El Niño mais forte: Cientistas alertam para riscos históricos no Brasil e milhões em áreas de perigo

El Niño é oficializado e projeções indicam forte intensidade

Cientistas da Administração Nacional para Oceanos e Atmosfera (NOAA), agência climática dos Estados Unidos, confirmaram oficialmente o retorno do El Niño. O fenômeno já está ativo no Oceano Pacífico e as projeções indicam uma probabilidade de 60% de que ele atinja uma intensidade forte até o final do ano. Essa configuração representa um agravamento considerável das previsões climáticas globais, com potencial para se tornar um episódio de forte intensidade histórica.

Entendendo o El Niño e seu desenvolvimento

O El Niño é caracterizado pelo aquecimento das águas do Oceano Pacífico na região equatorial central. Conforme explica o analista de Clima e Meio Ambiente da CNN, Pedro Côrtes, a condição é configurada quando a temperatura da água fica acima de meio grau Celsius, em média de 30 anos, e persiste por três meses. Atualmente, a região apresenta um aquecimento de 0,7°C acima da média histórica, indicando um evento de fraca intensidade, mas com tendência de crescimento.

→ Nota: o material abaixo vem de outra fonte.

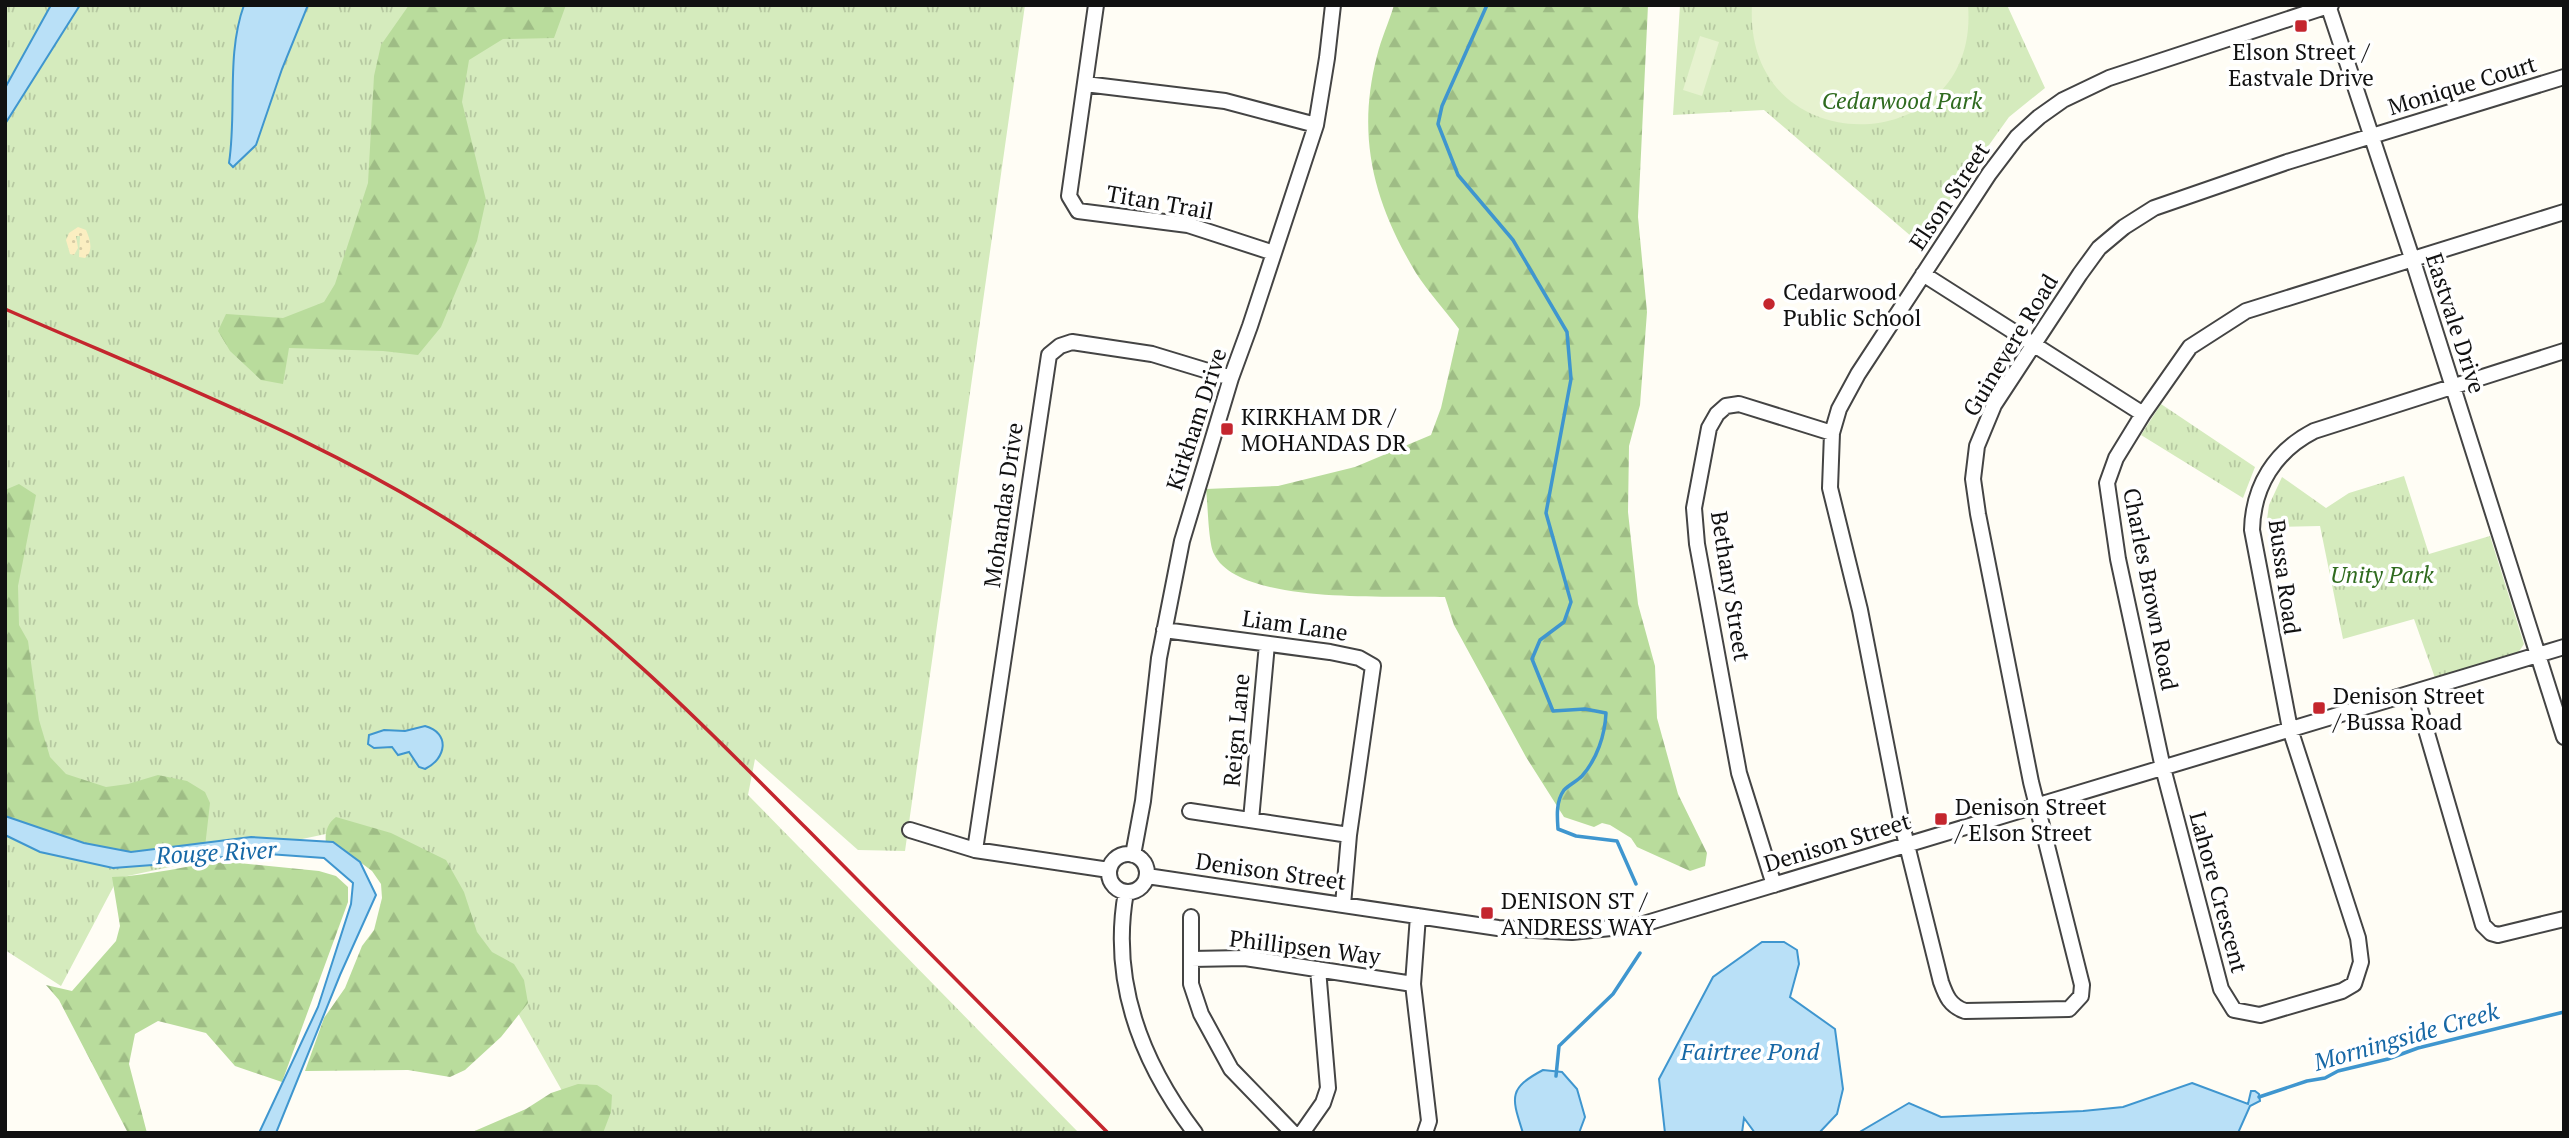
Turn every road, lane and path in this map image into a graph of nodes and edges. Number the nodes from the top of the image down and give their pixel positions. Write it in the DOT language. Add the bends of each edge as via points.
graph roads {
  1 [pos="1096,5"];
  2 [pos="1333,5"];
  3 [pos="2329,6"];
  4 [pos="2564,77"];
  5 [pos="1085,85"];
  6 [pos="1316,125"];
  7 [pos="2373,135"];
  8 [pos="2564,212"];
  9 [pos="1274,253"];
  10 [pos="2413,261"];
  11 [pos="1923,274"];
  12 [pos="2035,345"];
  13 [pos="2564,351"];
  14 [pos="1231,378"];
  15 [pos="2453,388"];
  16 [pos="2143,414"];
  17 [pos="1832,433"];
  18 [pos="1164,630"];
  19 [pos="1267,644"];
  20 [pos="2564,647"];
  21 [pos="2537,655"];
  22 [pos="2415,692"];
  23 [pos="2290,729"];
  24 [pos="2564,737"];
  25 [pos="2163,768"];
  26 [pos="2037,806"];
  27 [pos="1190,811"];
  28 [pos="1251,820"];
  29 [pos="910,831"];
  30 [pos="1349,835"];
  31 [pos="1907,845"];
  32 [pos="975,850"];
  33 [pos="1133,855"];
  34 [pos="1110,870"];
  35 [pos="1147,876"];
  36 [pos="1774,885"];
  37 [pos="1126,892"];
  38 [pos="1343,905"];
  39 [pos="1418,916"];
  40 [pos="1191,917"];
  41 [pos="2564,919"];
  42 [pos="1191,959"];
  43 [pos="1318,969"];
  44 [pos="1413,984"];
  45 [pos="1195,1133"];
  46 [pos="1293,1133"];
  47 [pos="1302,1133"];
  48 [pos="1424,1133"];
  1 -- 5 [label="street, Titan Trail"];
  2 -- 6 [label="street, Kirkham Drive"];
  3 -- 7 [label="street, Eastvale Drive"];
  3 -- 11 [label="street, Elson Street" via="2109,78 2063,100 2000,158"];
  4 -- 7 [label="street, Monique Court"];
  5 -- 6 [label="street" via="1225,101"];
  5 -- 9 [label="street, Titan Trail" via="1069,195 1079,211 1188,225"];
  6 -- 9 [label="street, Kirkham Drive"];
  7 -- 10 [label="street, Eastvale Drive"];
  7 -- 12 [label="street, Guinevere Road" via="2154,208 2099,248"];
  8 -- 10 [label="street, Charles Brown Road"];
  9 -- 14 [label="street, Kirkham Drive"];
  10 -- 15 [label="street, Eastvale Drive"];
  10 -- 16 [label="street, Charles Brown Road" via="2246,311 2190,347"];
  11 -- 12 [label="street"];
  11 -- 17 [label="street, Elson Street" via="1858,374"];
  12 -- 16 [label="street"];
  12 -- 26 [label="street, Guinevere Road" via="1994,405 1977,446 1973,479"];
  13 -- 15 [label="street, Bussa Road"];
  14 -- 18 [label="street, Kirkham Drive" via="1182,541"];
  14 -- 32 [label="street, Mohandas Drive" via="1152,354 1072,342 1049,355"];
  15 -- 21 [label="street, Eastvale Drive"];
  15 -- 23 [label="street, Bussa Road" via="2304,436 2278,458 2260,486 2252,541"];
  16 -- 25 [label="street, Charles Brown Road" via="2116,458 2107,483"];
  17 -- 31 [label="street, Elson Street" via="1830,488 1860,610"];
  17 -- 36 [label="street, Bethany Street" via="1739,404 1726,406 1709,428 1694,508 1739,773"];
  18 -- 19 [label="street, Liam Lane"];
  18 -- 33 [label="street, Kirkham Drive"];
  19 -- 28 [label="street, Reign Lane"];
  19 -- 30 [label="street, Liam Lane" via="1359,658 1373,666"];
  20 -- 21 [label="street, Denison Street"];
  21 -- 22 [label="street, Denison Street"];
  21 -- 24 [label="street, Eastvale Drive"];
  22 -- 23 [label="street, Denison Street"];
  22 -- 41 [label="street" via="2483,925 2498,935"];
  23 -- 25 [label="street, Denison Street"];
  23 -- 25 [label="street, Lahore Crescent" via="2358,938 2358,976 2342,991 2260,1015 2234,1010 2221,989"];
  25 -- 26 [label="street, Denison Street"];
  26 -- 31 [label="street, Denison Street"];
  26 -- 31 [label="street, Guinevere Road" via="2082,985 2081,996 2068,1009 1965,1011 1950,1002"];
  27 -- 28 [label="street"];
  28 -- 30 [label="street"];
  29 -- 32 [label="street"];
  30 -- 38 [label="street"];
  31 -- 36 [label="street, Denison Street"];
  32 -- 34 [label="street"];
  33 -- 34 [label="street" via="1120,856"];
  33 -- 35 [label="street" via="1144,862"];
  34 -- 37 [label="street" via="1111,882"];
  35 -- 37 [label="street" via="1138,890"];
  35 -- 38 [label="street, Denison Street"];
  36 -- 39 [label="street, Denison Street" via="1609,930 1537,931"];
  37 -- 45 [label="street" via="1121,944 1135,1023 1154,1071"];
  38 -- 39 [label="street, Denison Street"];
  39 -- 44 [label="street"];
  40 -- 42 [label="street"];
  42 -- 43 [label="street, Phillipsen Way" via="1245,958"];
  42 -- 46 [label="street" via="1191,984 1201,1014 1231,1069"];
  43 -- 44 [label="street, Phillipsen Way"];
  43 -- 47 [label="street" via="1328,1088"];
  44 -- 48 [label="street" via="1429,1121"];
}
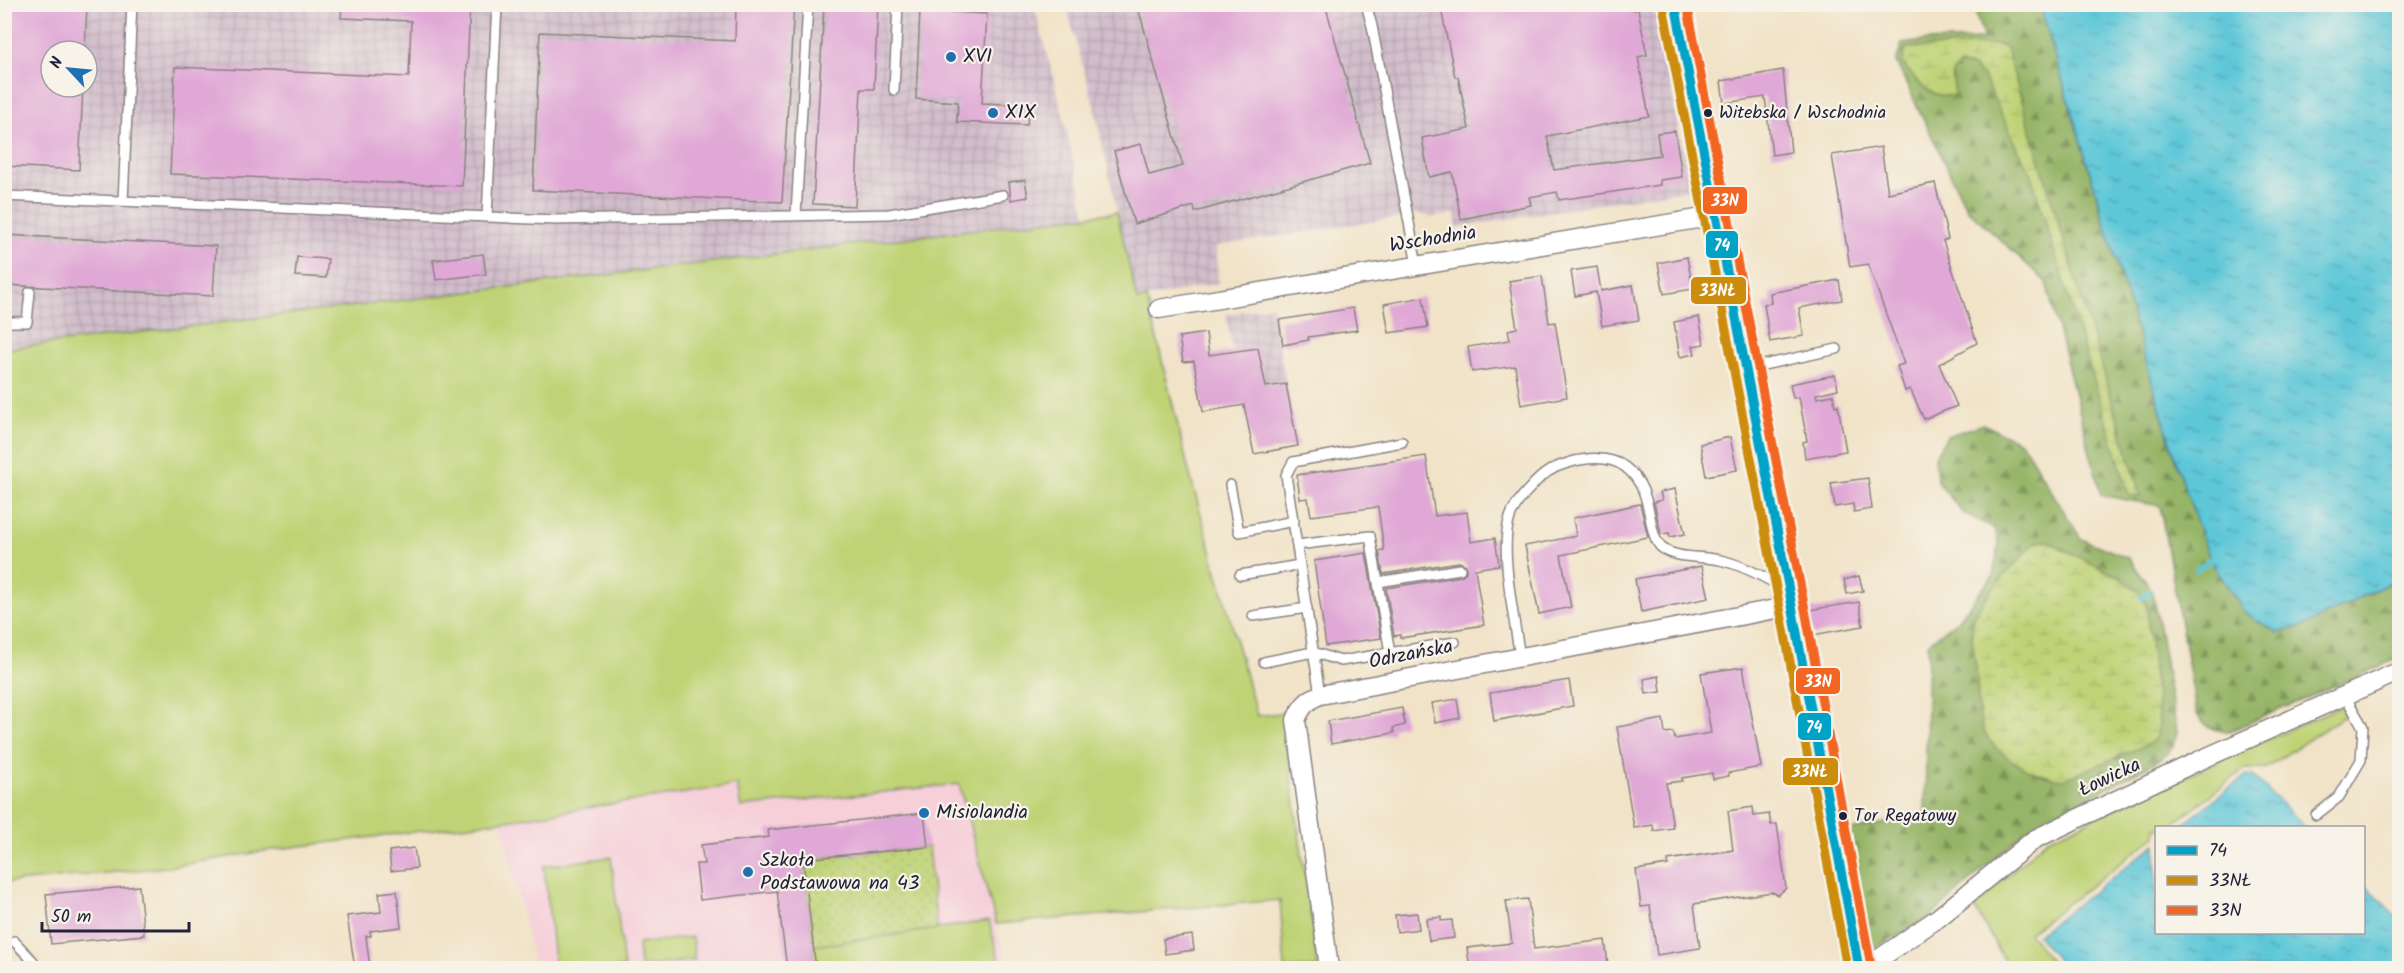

A expectativa é que essa temperatura ultrapasse 2°C nos próximos seis meses, o que caracterizaria um El Niño forte.

Impactos previstos para o Brasil: Sul com chuvas, Norte e Nordeste com seca

Os efeitos do El Niño no Brasil seguem um padrão conhecido: aumento das chuvas na região Sul, tendência de secas no Norte e no Nordeste, e um risco elevado de incêndios florestais no Centro-Oeste. O analista Pedro Côrtes relembrou episódios passados, como as enchentes no Rio Grande do Sul e as secas históricas na Amazônia, que deixaram rios com volumes drasticamente reduzidos, isolando comunidades e causando mortes de animais. Ele também ressaltou que o aquecimento global potencializa os efeitos do El Niño, tornando as consequências mais severas mesmo sem a necessidade de um evento de forte intensidade.

Fatores que podem modular os efeitos e alerta para áreas de risco

Apesar do cenário preocupante, um fator pode ajudar a moderar a intensidade dos impactos no Brasil: a Oscilação Decadal do Pacífico (PDO). Pedro Côrtes explicou que o país se encontra em uma fase fria da PDO, o que tende a não gerar eventos tão fortes. No entanto, o analista foi categórico ao afirmar que o Brasil enfrentará problemas com o fenômeno, independentemente da intensidade. Paralelamente, o pesquisador do Cemaden, Giovanni Dolif, alertou que mais de 8,5 milhões de brasileiros vivem em áreas de risco, muitos sem conhecimento dessa condição. Ele recomenda que a população busque informações junto à Defesa Civil para identificar os riscos e saber como agir em caso de alertas, destacando que a pressão social sobre as autoridades é fundamental para acelerar ações preventivas.